### Problem
Word for word, copy the listing below and leave out its images.

### Material supplied
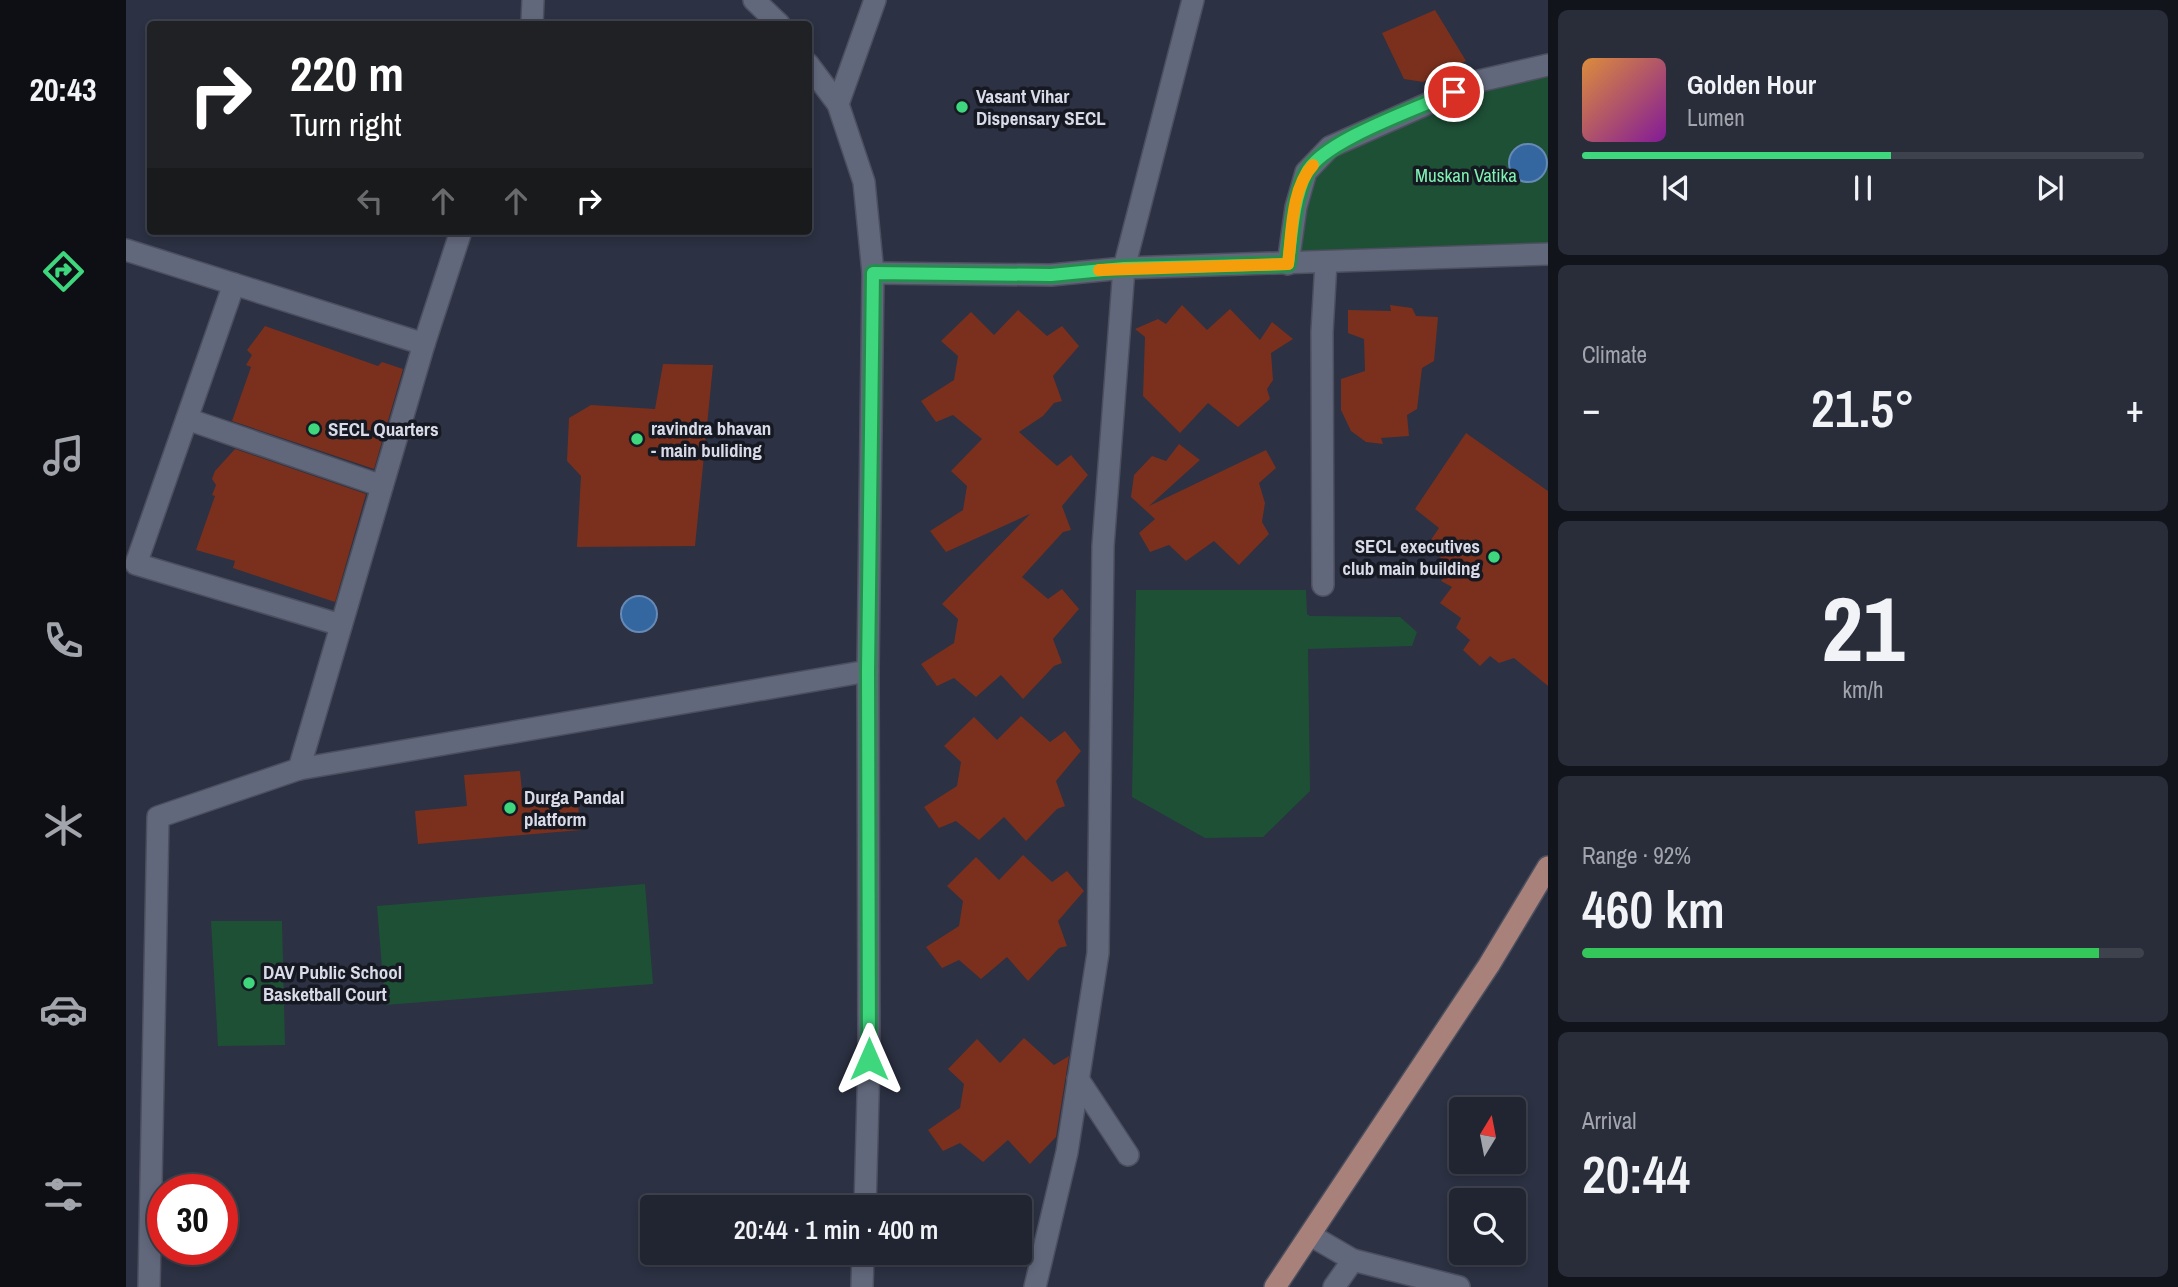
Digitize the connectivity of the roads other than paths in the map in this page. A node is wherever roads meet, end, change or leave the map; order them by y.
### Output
1 (533, 0) edge
2 (754, 0) edge
3 (875, 0) edge
4 (1193, 0) edge
5 (532, 21) edge
6 (776, 21) edge
7 (1548, 65) edge
8 (812, 69) edge
9 (838, 104) junction
10 (459, 235) edge
11 (126, 250) edge
12 (1548, 254) edge
13 (1326, 262) junction
14 (1288, 264) junction
15 (1124, 268) junction
16 (873, 273) junction
17 (234, 284) junction
18 (424, 344) junction
19 (187, 419) junction
20 (382, 485) junction
21 (1323, 585) dead end
22 (341, 625) junction
23 (868, 671) junction
24 (299, 769) junction
25 (1548, 867) edge
26 (1078, 1079) junction
27 (1128, 1155) dead end
28 (865, 1195) edge
29 (1310, 1235) junction
30 (1353, 1261) junction
31 (863, 1265) edge
32 (149, 1287) edge
33 (862, 1287) edge
34 (1035, 1287) edge
35 (1275, 1287) edge
36 (1334, 1287) edge
37 (1459, 1287) edge

1 - 5 street
2 - 6 street
3 - 9 street
4 - 15 street
7 - 14 street
8 - 9 street
9 - 16 street
10 - 18 street
11 - 17 street
12 - 13 street
13 - 14 street
13 - 21 street
14 - 15 street
15 - 16 street
15 - 26 street
16 - 23 street
17 - 18 street
17 - 19 street
18 - 20 street
19 - 20 street
19 - 22 street
20 - 22 street
22 - 24 street
23 - 24 street
23 - 28 street
24 - 32 street
25 - 29 main road
26 - 27 street
26 - 34 street
29 - 30 street
29 - 35 main road
30 - 36 street
30 - 37 street
31 - 33 street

### Problem solution
Digitize the connectivity of the roads other than paths in the map in this page. A node is wherever roads meet, end, change or leave the map; order them by y.
### Output
1 (533, 0) edge
2 (754, 0) edge
3 (875, 0) edge
4 (1193, 0) edge
5 (532, 21) edge
6 (776, 21) edge
7 (1548, 65) edge
8 (812, 69) edge
9 (838, 104) junction
10 (459, 235) edge
11 (126, 250) edge
12 (1548, 254) edge
13 (1326, 262) junction
14 (1288, 264) junction
15 (1124, 268) junction
16 (873, 273) junction
17 (234, 284) junction
18 (424, 344) junction
19 (187, 419) junction
20 (382, 485) junction
21 (1323, 585) dead end
22 (341, 625) junction
23 (868, 671) junction
24 (299, 769) junction
25 (1548, 867) edge
26 (1078, 1079) junction
27 (1128, 1155) dead end
28 (865, 1195) edge
29 (1310, 1235) junction
30 (1353, 1261) junction
31 (863, 1265) edge
32 (149, 1287) edge
33 (862, 1287) edge
34 (1035, 1287) edge
35 (1275, 1287) edge
36 (1334, 1287) edge
37 (1459, 1287) edge

1 - 5 street
2 - 6 street
3 - 9 street
4 - 15 street
7 - 14 street
8 - 9 street
9 - 16 street
10 - 18 street
11 - 17 street
12 - 13 street
13 - 14 street
13 - 21 street
14 - 15 street
15 - 16 street
15 - 26 street
16 - 23 street
17 - 18 street
17 - 19 street
18 - 20 street
19 - 20 street
19 - 22 street
20 - 22 street
22 - 24 street
23 - 24 street
23 - 28 street
24 - 32 street
25 - 29 main road
26 - 27 street
26 - 34 street
29 - 30 street
29 - 35 main road
30 - 36 street
30 - 37 street
31 - 33 street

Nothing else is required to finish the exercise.